Regarding the CPG, in previous work, we’d observed that larger values of CPG do, in fact, correlate with greater well-to-well interference, but that there is significant scatter in the relationship. In this paper, we tried to explain why. To briefly summarize – the CPG starts low and increases over time; with stronger well-to-well communication, the low-to-high progression occurs sooner. As a result, since CPG is typically measured at a particular time (24 or 48 hours), stronger communications means that the measured CPG is higher. Overall, we conclude the CPG is capable of qualitatively assessing communication between wells, but that because it does not account for variability in reservoir properties, it cannot be used in a precise way to quantitatively assess interference.
Regarding the DQI method from Almasoodi et al. (2023), we develop an algorithm to calculate the ‘degree of production interference’ (DPI), or the ‘fractional production loss’ (FPL), for wells in any configuration. The new procedure accounts for wine-rack configurations, anisotropy of fracture conductivity, and fracture height growth barriers. Results from multiple interference tests, at different distances, can be aggregated to form a ‘conductivity versus distance’ curve. Counterintuitively, we show that because proppant is injected from both wells, the ‘measured’ conductivity versus distance curve is different from the ‘actual’ conductivity versus distance curve. Finally, we show how to account for variability in conductivity among different fractures connecting the wells.
Overall, the result is a procedure for mapping depletion along and between fractures and between wells. While not as rigorous as a full modeling study, this ‘generalized DQI’ procedure enables rapid, realistic assessment of well spacing and wine-rack configurations, based on interference tests and reservoir properties.

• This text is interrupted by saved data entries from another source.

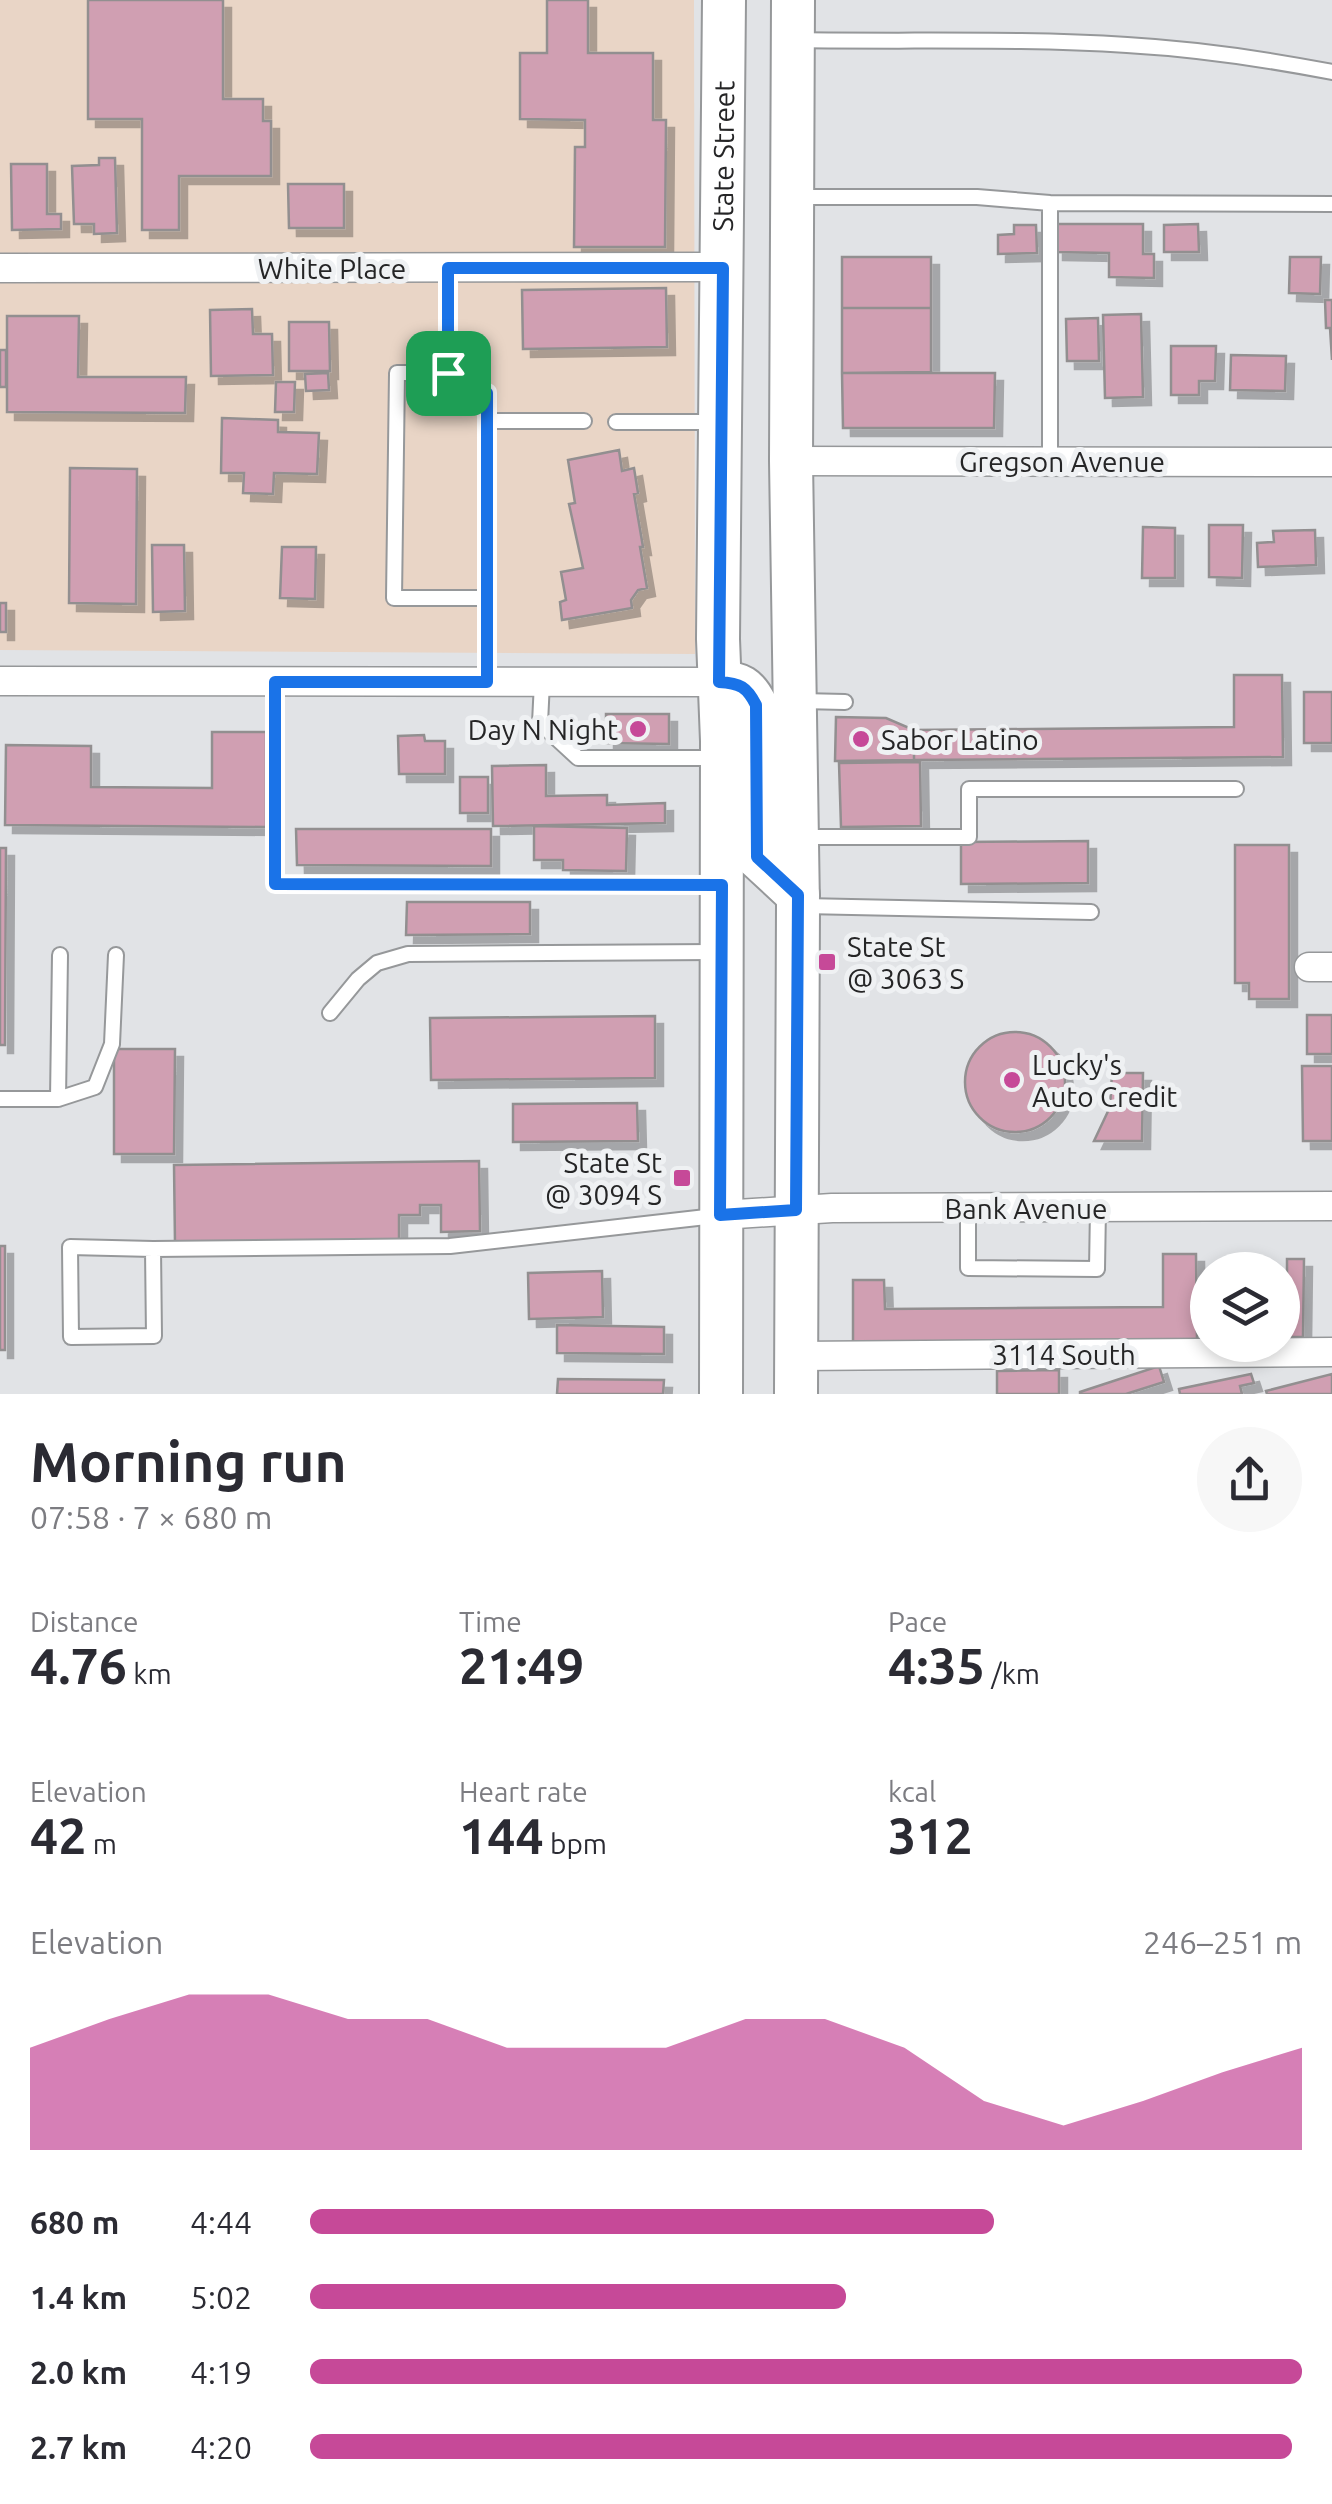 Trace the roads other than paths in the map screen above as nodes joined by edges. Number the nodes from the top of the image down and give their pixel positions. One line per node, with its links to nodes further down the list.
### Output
1 (724, 0): 9 (main road, State Street)
2 (792, 20): 3 (lane); 4 (main road)
3 (1332, 72)
4 (792, 197): 5 (lane); 15 (main road)
5 (1050, 203): 6 (lane); 16 (lane)
6 (1332, 204)
7 (0, 268): 8 (street, White Place)
8 (448, 268): 9 (street, White Place); 10 (lane)
9 (723, 268): 14 (main road, State Street)
10 (448, 373): 11 (lane); 18 (lane)
11 (487, 421): 12 (lane); 18 (lane)
12 (584, 421)
13 (616, 422): 14 (lane)
14 (721, 422): 23 (main road, State Street)
15 (791, 460): 16 (street, Gregson Avenue); 24 (main road)
16 (1050, 461): 17 (street, Gregson Avenue)
17 (1332, 462)
18 (487, 598): 21 (lane)
19 (0, 681): 20 (street)
20 (275, 682): 21 (street); 29 (lane)
21 (487, 682): 22 (street)
22 (542, 682): 23 (street); 26 (lane)
23 (719, 682): 26 (main road, State Street); 30 (main road)
24 (794, 702): 25 (lane); 28 (main road)
25 (845, 702)
26 (722, 758): 29 (main road, State Street)
27 (1236, 789): 28 (lane)
28 (797, 837): 30 (main road)
29 (722, 885): 32 (main road, State Street)
30 (798, 900): 31 (lane); 41 (main road)
31 (1091, 912)
32 (722, 952): 35 (lane); 42 (main road, State Street)
33 (60, 955): 36 (lane)
34 (116, 955): 36 (lane)
35 (330, 1012)
36 (58, 1098): 37 (lane)
37 (0, 1099)
38 (1332, 1206): 39 (street, Bank Avenue)
39 (1098, 1208): 40 (street, Bank Avenue); 40 (lane)
40 (968, 1209): 41 (street, Bank Avenue)
41 (796, 1210): 42 (street, Bank Avenue); 45 (main road)
42 (720, 1215): 43 (lane); 46 (main road, State Street)
43 (153, 1249): 43 (lane)
44 (1332, 1352): 45 (street, 3114 South)
45 (796, 1375)
46 (721, 1394)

Avoiding the Salts: Strategic Fracture Propagation Management for Enhanced Stimulation Efficiency in the Cane Creek Play
No’am Zach Dvory*1, John David McLennan2, Ankush Singh3, Brian James McPherson1; 1. Civil & Environmental Engineering & Energy and Geoscience Institute, The University of Utah, USA, 2. Chemical Engineering & Energy and Geoscience Institute, The University of Utah, 3. ResFrac Corporation
8:55am Tuesday
This modeling study investigates fracture design optimization in the Cane Creek Play in southeastern Utah. The target interval is overlain by a halite interval. It is desirable to avoid fracturing into this layer, to avoid inefficiently placing proppant, and also, to avoid salt influx that can clog the proppant pack. The authors identify tweaks to the fracture design that can be used to limit height growth and maximize economic performance.